Role and Responsibility of Each Partner
MMV is partnering with Takeda on the development of DSM265. MMV as designated grantee for this proposal is responsible for delivering the work plan to the agreed timeline and budget, in addition to required GHIT reporting. A joint project team comprising the project director, scientists from MMV and Takeda, will be responsible for all activities. The studies will be conducted in collaboration between MMV/Takeda, the principal investigators and monitoring CROs.
MMV’s responsibility will be to sponsor, lead and manage the project and co-ordinate the activities. Experimental work will be performed at external clinical sites or CROs and CMOs. Takeda’s responsibility is to consult within the project team on clinical science, clinical operations, regulatory and ethical approval process, CMC and scientific aspects.
Others (including references if necessary)
WHO World Malaria Report 2016
1. Project objective
The objective of the project was to develop an oral formulation of DSM265, a novel antimalarial drug which holds promise as a single dose cure for P. falciparum malaria, that is suitable for administration to children (6 months and older) and commercially viable. The pediatric formulation should provide similar drug exposure in humans as that of previous clinical powder formulation that was not commercially viable. The target administration volume for a pediatric formulation is less than 10-15 ml, and the formulation must be dispersable in potable water. The cost of the formulation should allow easy access in low-to-middle-income countries.
2. Project design
Previous efforts to develop a pediatric formulation of DSM265 focused on maximizing the drug load in the formulation in order to reduce the administration volume and formulation costs. Cheaper technologies other than spray-drying were also explored. However, drug bioavailability from these formulations (with > 70% w/w drug load) was significantly lower than that from the clinical formulation. Therefore, in the current project, optimum drug loading was investigated using spray-dried dispersion. In addition, in vitro models to predict human bioavailability were evaluated. Based on the in vitro data and confirmatory bioavailability in dogs, an optimum formulation was selected for a human bioavailability study.
3. Results, lessons learned
A pediatric formulation of DSM265 containing 34% w/w drug loading was developed by spray-drying technology.

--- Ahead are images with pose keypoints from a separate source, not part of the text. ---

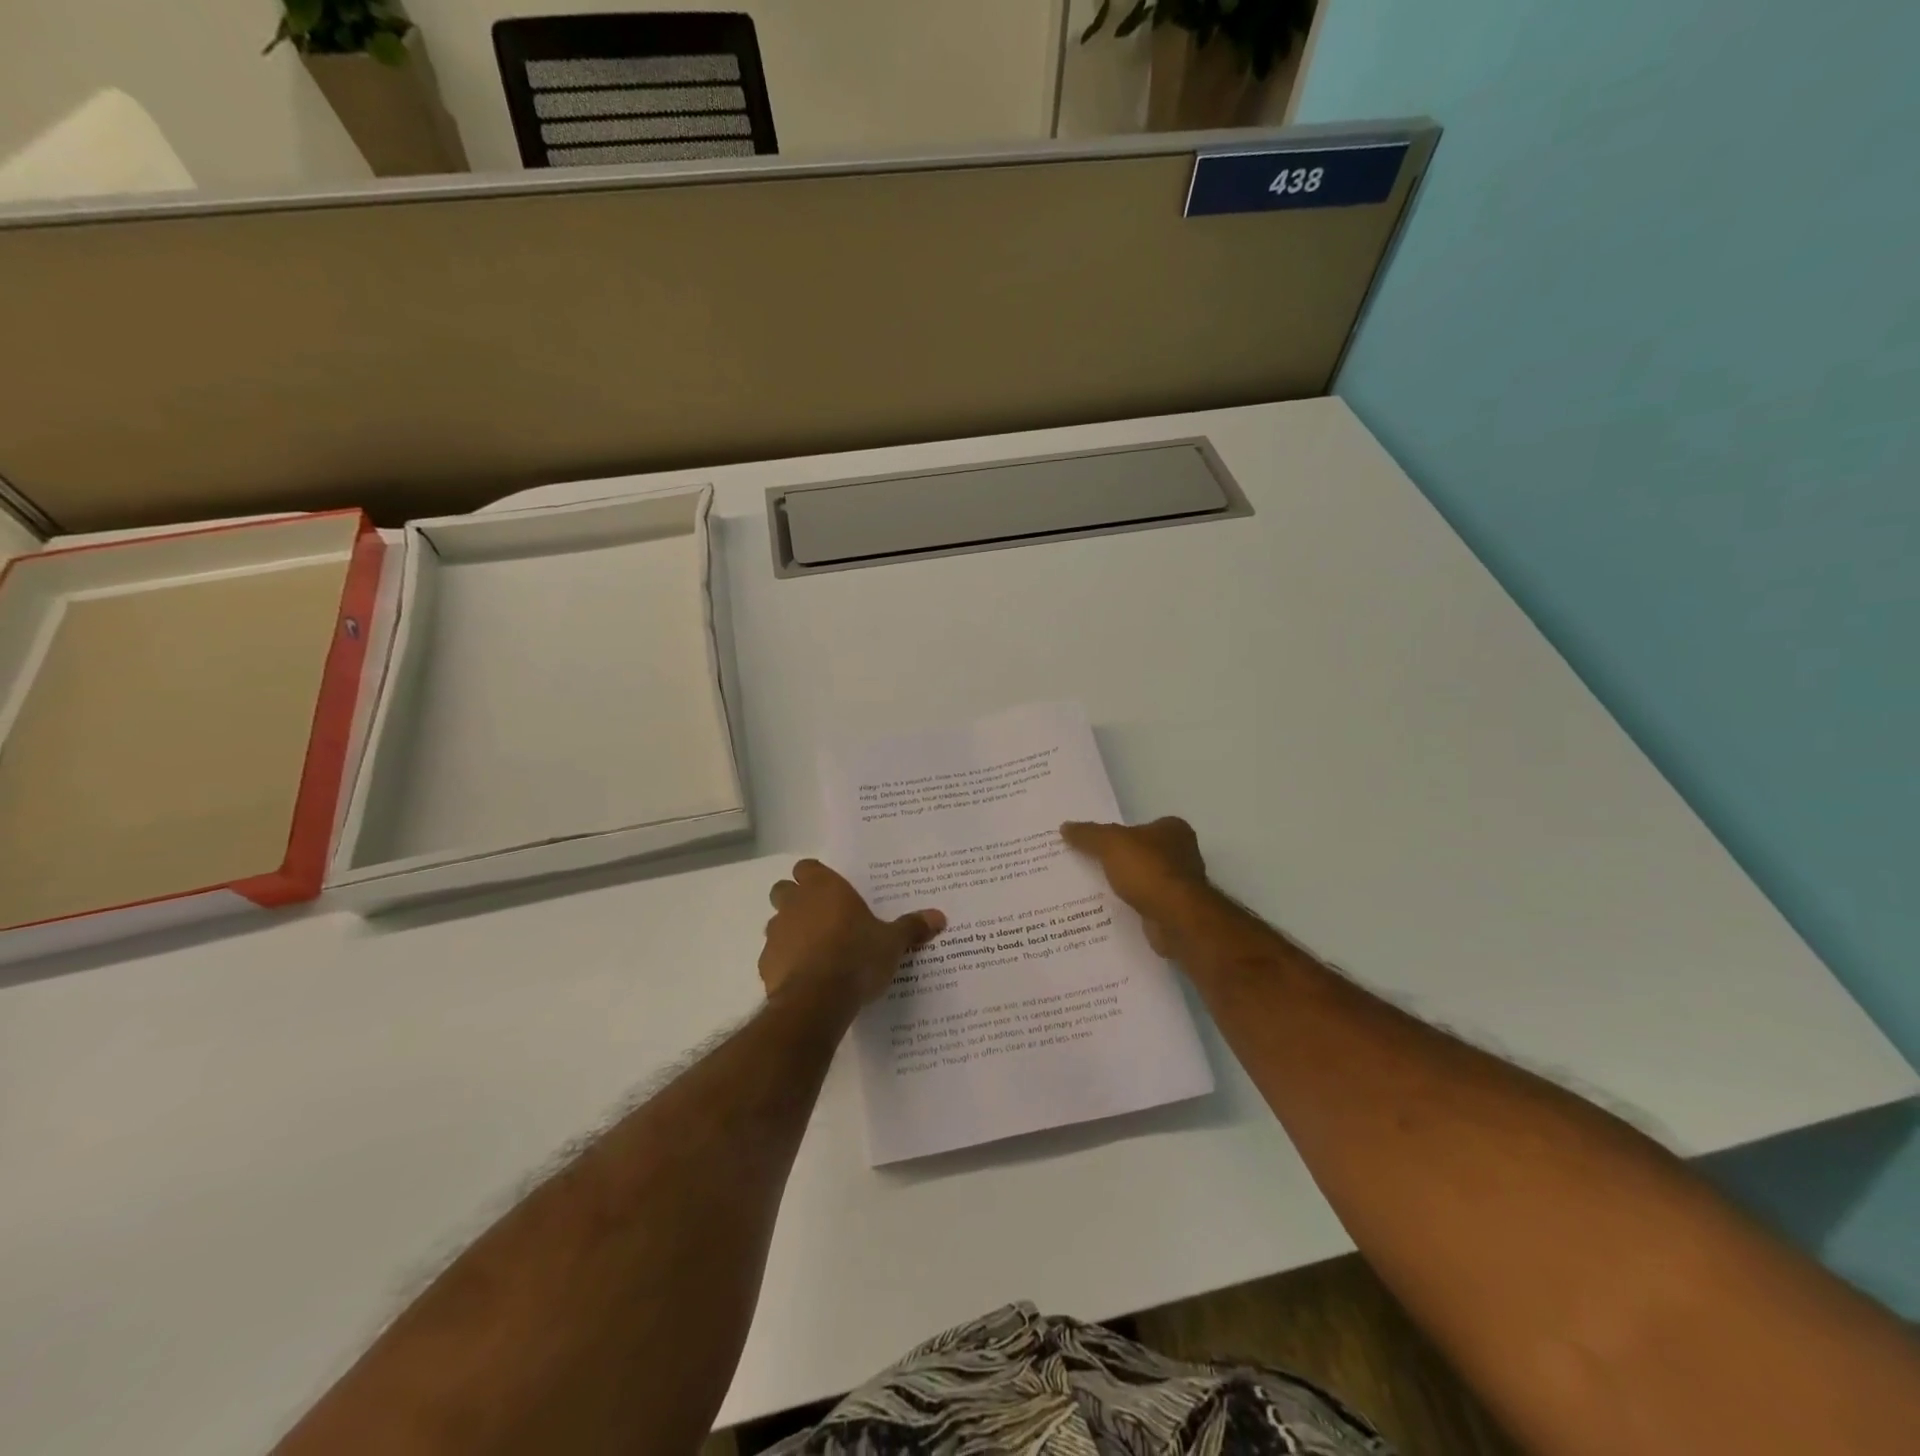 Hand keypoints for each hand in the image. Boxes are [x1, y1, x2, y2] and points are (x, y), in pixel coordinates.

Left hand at [760, 859, 944, 1008]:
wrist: (818, 1000)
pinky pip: (774, 955)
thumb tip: (939, 916)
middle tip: (823, 918)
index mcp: (824, 888)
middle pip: (785, 889)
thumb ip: (912, 927)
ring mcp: (776, 933)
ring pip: (776, 922)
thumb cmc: (857, 957)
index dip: (816, 877)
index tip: (831, 891)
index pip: (808, 867)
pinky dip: (786, 961)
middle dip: (797, 900)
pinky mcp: (766, 964)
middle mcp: (795, 903)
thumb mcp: (892, 942)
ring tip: (816, 950)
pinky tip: (806, 977)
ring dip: (791, 931)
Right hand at [1061, 817, 1213, 957]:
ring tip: (1091, 888)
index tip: (1093, 843)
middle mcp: (1182, 853)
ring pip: (1143, 879)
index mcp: (1173, 829)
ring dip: (1124, 885)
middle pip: (1141, 853)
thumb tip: (1065, 827)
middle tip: (1086, 864)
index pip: (1140, 826)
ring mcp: (1181, 884)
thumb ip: (1088, 834)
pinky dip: (1130, 905)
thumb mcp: (1110, 843)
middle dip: (1118, 860)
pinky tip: (1109, 909)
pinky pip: (1145, 902)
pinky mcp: (1175, 910)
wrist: (1176, 918)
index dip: (1117, 833)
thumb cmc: (1148, 870)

The pediatric dose of the powder formulation could be dispersed in 7 ml of water compared to that of reference clinical formulation which required a minimum volume of 30 ml for administration in children. (The reference formulation also required a complex vehicle for reconstitution which was not commercially viable.) The new formulation showed similar dissolution properties in vitro and similar oral bioavailability in dogs, to that of the reference formulation. In a human clinical study, the bioavailability of the new formulation in healthy adult volunteers (n = 14 subjects) was approximately 93% of the reference formulation. There was a small/negligible food effect with the new formulation as the bioavailability was 17% higher following a high fat breakfast compared to fasted condition. Based on the positive bioavailability results and the fact that the new formulation meets the target administration volume in children, it is nominated for future clinical studies.
The spray-drying technology is scalable and amenable to continuous processing which, at large commercial volumes, can deliver an affordable treatment in endemic countries. Outside the scope of the current project, the cost of the drug substance was also substantially reduced by identifying cheaper starting materials for synthesis and by optimizing the synthetic route. Therefore, based on the human bioavailability results, the administration volume and projected cost of goods, the pediatric formulation is deemed suitable for commercial use.